The central problem COSMIC tackles is cross-modal decomposition. Given a cell's image, how much of its morphological variance is explained by gene expression, and given its transcriptome, how much variance is reflected in morphology? COSMIC answers these questions generatively by coupling a morphology foundation model, pretrained on over 21 million segmented nuclei, with existing transcriptomic embeddings. This bidirectional design lets the model translate in either direction between the two modalities, rather than treating one as a fixed predictor of the other.
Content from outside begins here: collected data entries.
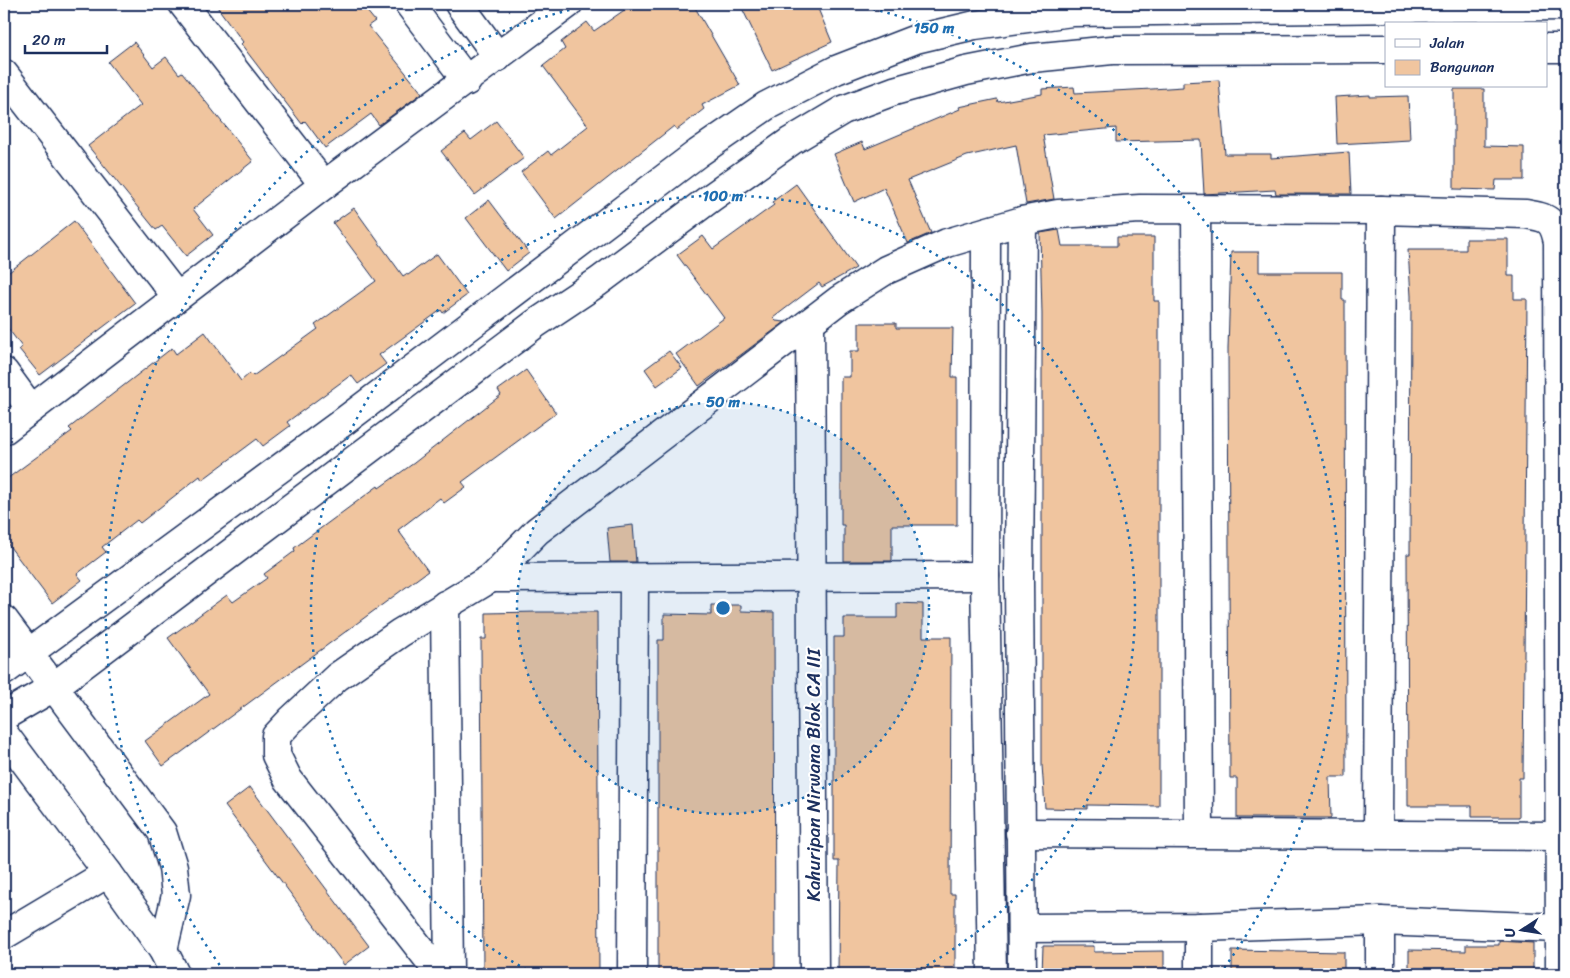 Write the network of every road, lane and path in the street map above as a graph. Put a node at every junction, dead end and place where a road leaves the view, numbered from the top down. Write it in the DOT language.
graph roads {
  1 [pos="183,4"];
  2 [pos="409,4"];
  3 [pos="459,4"];
  4 [pos="568,4"];
  5 [pos="1566,6"];
  6 [pos="1106,7"];
  7 [pos="1025,11"];
  8 [pos="1548,48"];
  9 [pos="1566,48"];
  10 [pos="1385,49"];
  11 [pos="1112,50"];
  12 [pos="498,57"];
  13 [pos="1032,58"];
  14 [pos="4,74"];
  15 [pos="467,80"];
  16 [pos="324,185"];
  17 [pos="1196,210"];
  18 [pos="1381,210"];
  19 [pos="1022,221"];
  20 [pos="986,232"];
  21 [pos="510,294"];
  22 [pos="177,297"];
  23 [pos="535,324"];
  24 [pos="810,324"];
  25 [pos="4,372"];
  26 [pos="31,409"];
  27 [pos="4,430"];
  28 [pos="811,576"];
  29 [pos="985,576"];
  30 [pos="491,578"];
  31 [pos="634,579"];
  32 [pos="445,605"];
  33 [pos="4,620"];
  34 [pos="29,654"];
  35 [pos="4,671"];
  36 [pos="52,688"];
  37 [pos="4,716"];
  38 [pos="4,734"];
  39 [pos="1020,833"];
  40 [pos="1199,833"];
  41 [pos="1378,833"];
  42 [pos="1560,836"];
  43 [pos="1563,872"];
  44 [pos="108,873"];
  45 [pos="1380,921"];
  46 [pos="1199,927"];
  47 [pos="1022,928"];
  48 [pos="1560,928"];
  49 [pos="4,935"];
  50 [pos="163,950"];
  51 [pos="175,974"];
  52 [pos="440,974"];
  53 [pos="450,974"];
  54 [pos="632,974"];
  55 [pos="814,974"];
  56 [pos="992,974"];
  57 [pos="1022,974"];
  58 [pos="1199,974"];
  59 [pos="1380,974"];
  60 [pos="1560,974"];
  1 -- 16 [label="street"];
  2 -- 15 [label="street"];
  3 -- 12 [label="street"];
  4 -- 12 [label="street"];
  5 -- 6 [label="street"];
  6 -- 7 [label="street"];
  6 -- 11 [label="street"];
  7 -- 13 [label="street"];
  7 -- 21 [label="street"];
  8 -- 9 [label="street"];
  10 -- 11 [label="street"];
  11 -- 13 [label="street"];
  12 -- 15 [label="street"];
  13 -- 23 [label="street"];
  14 -- 22 [label="street"];
  15 -- 16 [label="street"];
  16 -- 22 [label="street"];
  17 -- 18 [label="street"];
  17 -- 19 [label="street"];
  17 -- 40 [label="street"];
  18 -- 41 [label="street"];
  18 -- 42 [label="street"];
  19 -- 20 [label="street"];
  19 -- 39 [label="street"];
  20 -- 24 [label="street"];
  20 -- 29 [label="street"];
  21 -- 23 [label="street"];
  21 -- 34 [label="street"];
  22 -- 26 [label="street"];
  23 -- 36 [label="street"];
  24 -- 28 [label="street, Kahuripan Nirwana Blok CA III"];
  24 -- 30 [label="street"];
  25 -- 26 [label="street"];
  26 -- 27 [label="street"];
  28 -- 29 [label="street"];
  28 -- 31 [label="street"];
  28 -- 55 [label="street, Kahuripan Nirwana Blok CA III"];
  29 -- 56 [label="street"];
  30 -- 31 [label="street"];
  30 -- 32 [label="street"];
  31 -- 54 [label="street"];
  32 -- 52 [label="street"];
  32 -- 53 [label="street"];
  33 -- 34 [label="street"];
  34 -- 35 [label="street"];
  34 -- 36 [label="street"];
  36 -- 37 [label="street"];
  36 -- 50 [label="street"];
  38 -- 44 [label="street"];
  39 -- 40 [label="street"];
  39 -- 47 [label="street"];
  40 -- 41 [label="street"];
  41 -- 42 [label="street"];
  42 -- 43 [label="street"];
  43 -- 48 [label="street"];
  44 -- 49 [label="street"];
  44 -- 50 [label="street"];
  45 -- 46 [label="street"];
  45 -- 48 [label="street"];
  45 -- 59 [label="street"];
  46 -- 47 [label="street"];
  46 -- 58 [label="street"];
  47 -- 57 [label="street"];
  48 -- 60 [label="street"];
  50 -- 51 [label="street"];
}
A key enabler is IRIS, a measurement technology that captures high-resolution images and matched transcriptomes from the same single cells at scale. The resulting paired dataset provides the supervision needed for COSMIC to learn genuine cross-modal structure rather than spurious correlations, positioning it alongside emerging multimodal cell foundation models while remaining distinct in its explicit focus on nuclear morphology.

#Key Features

• Bidirectional generation: COSMIC models the flow of information in both directions, decomposing how much transcriptional variance is reflected in morphology and how much morphological variance is explained by gene expression.
• Morphology foundation model backbone: The framework builds on a foundation model pretrained on more than 21 million segmented nuclei, giving it a rich, transferable representation of cellular form before any transcriptomic coupling.
• Paired single-cell supervision via IRIS: Training leverages a newly generated dataset acquired with IRIS, which captures matched high-resolution images and transcriptomes from the same individual cells, enabling true cross-modal learning.
• Continuous state modeling: Beyond discrete cell-type identity, COSMIC captures continuous dynamics such as cell-cycle progression, linking gradual morphological change to gene expression trajectories.
• Disease-relevant discovery: In prostate cancer cells the model distinguished chemotherapy-responsive from resistant populations and surfaced morphology-associated genes tied to tumor state.

#Technical Details

COSMIC is a generative framework that couples a pretrained nuclear-morphology foundation model with transcriptomic embeddings to learn a shared cross-modal representation. The morphology encoder is pretrained self-supervised on over 21 million segmented single-cell nuclei, and the multimodal coupling is trained on paired image-transcriptome measurements produced by the IRIS platform. The model accurately reconstructs cell-type identity and recovers continuous processes such as cell-cycle progression, and in prostate cancer it separated drug-responsive from drug-resistant cells while nominating morphology-linked genes. Precise architecture details, parameter counts, and the name of the underlying nucleus-morphology foundation model are not disclosed in the preprint.

#Applications

COSMIC is aimed at researchers studying the relationship between cell form and function across basic and translational settings. By generating one modality from the other, it allows morphological imaging, which is cheap and high-throughput, to serve as a proxy for transcriptional state, and conversely lets expression data inform expected morphology. Demonstrated applications include cell-type classification, cell-cycle inference, and oncology use cases such as distinguishing chemotherapy-resistant from responsive prostate cancer cells and identifying candidate genes associated with tumor state, which could inform mechanistic studies and drug-response profiling.

#Impact

COSMIC illustrates that paired single-cell imaging and transcriptomics, combined with a morphology foundation model, can capture the bidirectional information flow between cellular form and gene expression rather than treating morphology as a downstream readout. As a January 2026 preprint its long-term adoption is not yet established, and important caveats apply: the work is not peer reviewed, no public code or model weights are available, the underlying morphology foundation model is unnamed and unlinked, and the preprint is released under a CC BY-NC license that restricts commercial reuse. These openness gaps currently limit independent reproduction, but the framework points toward a promising direction for mechanistic and predictive single-cell biology.